Like stem cells, the subject of
cloning is often subject to the media spotlight. One aspect of
cloning technology, called somatic cell nuclear transfer, may turn
out to play a very important role in the future therapeutic uses of
stem cells. A somatic cell is any cell of the body except for a cell
whose sole function is to give rise to the next generation, i.e., a
sperm cell or an egg cell. Somatic cell nuclear transfer involves
taking the nucleus (the central part of the cell, where virtually
all of the cell’s genetic information is located) from a body cell
and transplanting it into an egg cell that is from a different
person than the body cell and from which the nucleus has been
removed. The egg cell is then stimulated to divide and develop into
a blastocyst, from which pluripotent stem cells could be taken. When
the nucleus that was donated in the process comes from a patient’s
cell, the stem cells created by the process will be essentially
genetically identical to the patient’s own cells. Then any cells,
tissues, or organs that are grown from these pluripotent stem cells
should not elicit any type of rejection by the patient’s immune
system after they are transplanted into the patient. Thus, somatic
cell nuclear transfer may very well provide a way to generate stem
cells that are perfectly tailored to each individual patient.

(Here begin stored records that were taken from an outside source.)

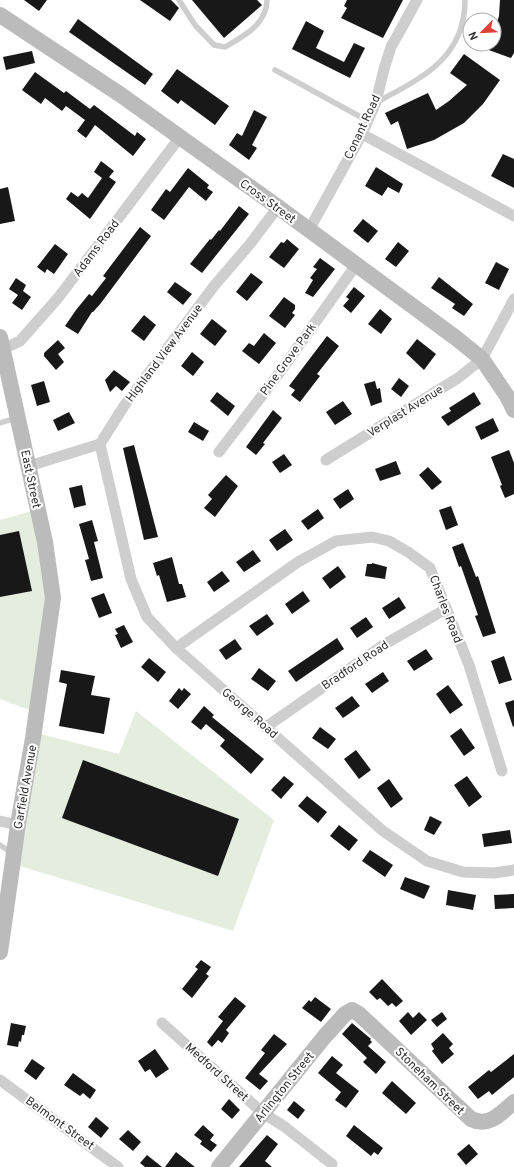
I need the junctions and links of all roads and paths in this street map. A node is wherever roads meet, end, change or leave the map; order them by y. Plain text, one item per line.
1 (179, 0) edge
2 (266, 0) edge
3 (417, 0) edge
4 (465, 0) edge
5 (0, 15) edge
6 (275, 70) dead end
7 (376, 102) junction
8 (368, 121) junction
9 (362, 134) junction
10 (180, 138) junction
11 (278, 207) junction
12 (514, 216) edge
13 (309, 230) junction
14 (356, 265) junction
15 (514, 299) edge
16 (1, 343) edge
17 (482, 359) junction
18 (514, 410) edge
19 (18, 417) junction
20 (0, 422) edge
21 (100, 444) junction
22 (219, 452) dead end
23 (326, 460) dead end
24 (29, 466) junction
25 (446, 609) junction
26 (50, 622) joint
27 (176, 648) junction
28 (266, 727) junction
29 (502, 771) dead end
30 (0, 821) edge
31 (18, 825) junction
32 (0, 845) edge
33 (14, 854) junction
34 (514, 870) edge
35 (0, 952) edge
36 (352, 1010) joint
37 (162, 1022) dead end
38 (0, 1080) edge
39 (514, 1102) edge
40 (262, 1113) junction
41 (332, 1164) dead end
42 (118, 1167) edge
43 (219, 1167) edge

1 - 2 lane
3 - 7 street, Conant Road
4 - 7 lane
5 - 10 street, Cross Street
6 - 8 lane
7 - 8 street, Conant Road
8 - 9 street, Conant Road
9 - 12 street
9 - 13 street, Conant Road
10 - 11 street, Cross Street
10 - 16 street, Adams Road
11 - 13 street, Cross Street
11 - 21 street, Highland View Avenue
13 - 14 street, Cross Street
14 - 17 street, Cross Street
14 - 22 street, Pine Grove Park
15 - 17 street
16 - 19 street, East Street
17 - 18 street, Cross Street
17 - 23 street, Verplast Avenue
19 - 20 lane
19 - 24 street, East Street
21 - 24 street
21 - 27 street, George Road
24 - 26 street, East Street
25 - 27 street, Charles Road
25 - 28 street, Bradford Road
25 - 29 street, Charles Road
26 - 31 street, Garfield Avenue
27 - 28 street, George Road
28 - 34 street, George Road
30 - 31 street
31 - 33 street, Garfield Avenue
32 - 33 lane
33 - 35 street, Garfield Avenue
36 - 39 street, Stoneham Street
36 - 40 street, Arlington Street
37 - 40 street, Medford Street
38 - 42 street, Belmont Street
40 - 41 street, Medford Street
40 - 43 street, Arlington Street

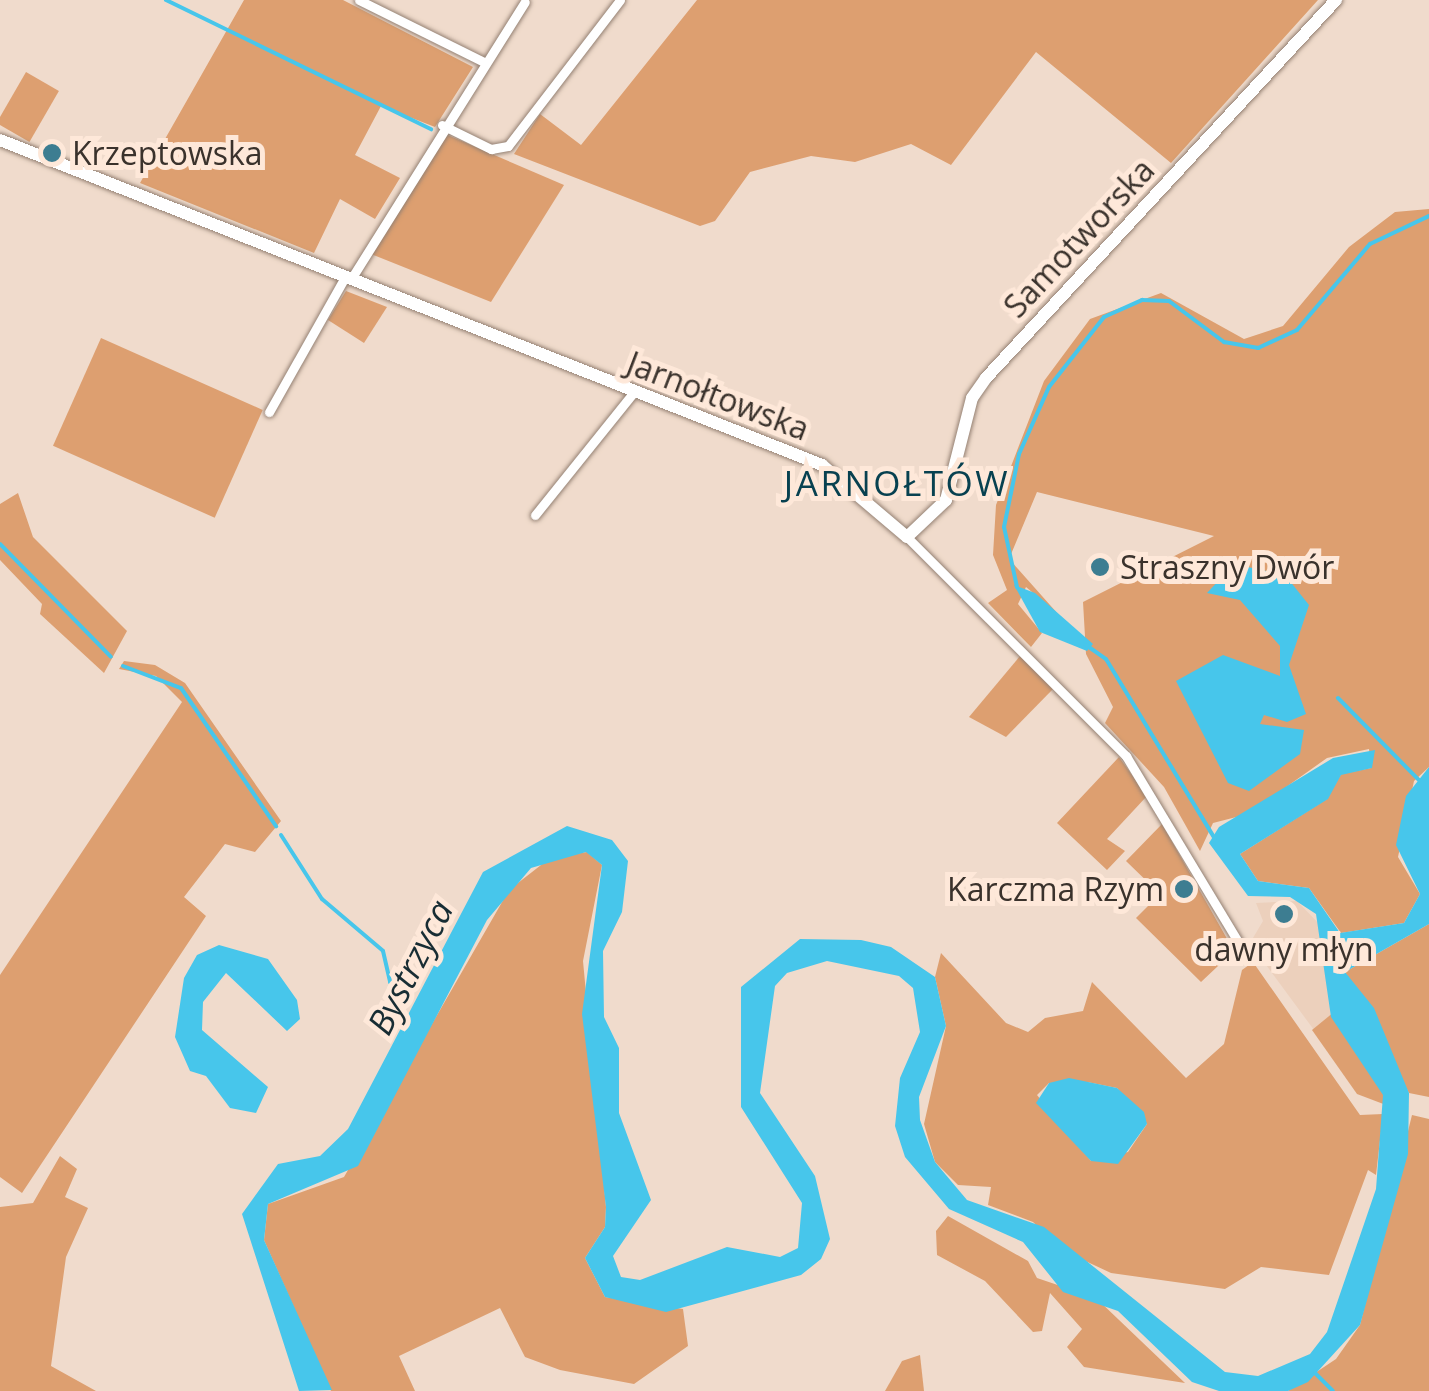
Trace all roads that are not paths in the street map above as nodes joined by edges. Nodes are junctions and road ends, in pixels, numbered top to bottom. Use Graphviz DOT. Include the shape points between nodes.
graph roads {
  1 [pos="360,0"];
  2 [pos="620,0"];
  3 [pos="1336,0"];
  4 [pos="524,2"];
  5 [pos="484,62"];
  6 [pos="442,125"];
  7 [pos="0,140"];
  8 [pos="348,278"];
  9 [pos="633,393"];
  10 [pos="269,412"];
  11 [pos="535,515"];
  12 [pos="907,537"];
  13 [pos="1239,943"];
  1 -- 5 [label="street"];
  2 -- 6 [label="street" via="508,146 490,150"];
  3 -- 12 [label="street, Samotworska" via="986,378 946,500"];
  4 -- 5 [label="street"];
  5 -- 6 [label="street"];
  6 -- 8 [label="street"];
  7 -- 8 [label="street, Jarnołtowska"];
  8 -- 9 [label="street, Jarnołtowska"];
  8 -- 10 [label="street"];
  9 -- 11 [label="street"];
  9 -- 12 [label="street, Jarnołtowska" via="822,465"];
  12 -- 13 [label="street, Jarnołtowska" via="1126,756"];
}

There are currently three publicly
traded companies in the United States that are actively engaged in
stem cell research: Geron Corporation (NasdaqNM: GERN), Stem Cells,
Inc. (NasdaqNM: STEM), and Aastrom Biosciences, Inc. (NasdaqNM:
ASTM). While there will undoubtedly be other participants emerging
over the next few years, one or more of these three companies, which
already have experience in the field and which, through patent
protection, have amassed intellectual property portfolios consisting
of various aspects of stem cell technology, may very well turn out
to be among the successful leaders as the stem cell field reaches
the commercialization stage. While it is impossible to know with
certainty which companies involved in an emerging technology will
ultimately be successful, an investment in a portfolio consisting of
shares of Geron Corporation, Stem Cells, Inc., and Aastrom
Biosciences Inc., could turn out to be a very profitable investment,
indeed. And no matter which companies eventually wind up making the
most money, one thing of which we can be certain is that with the
incredible advances that stem cell research will bring to the field
of medicine, we all benefit greatly from this amazing technology.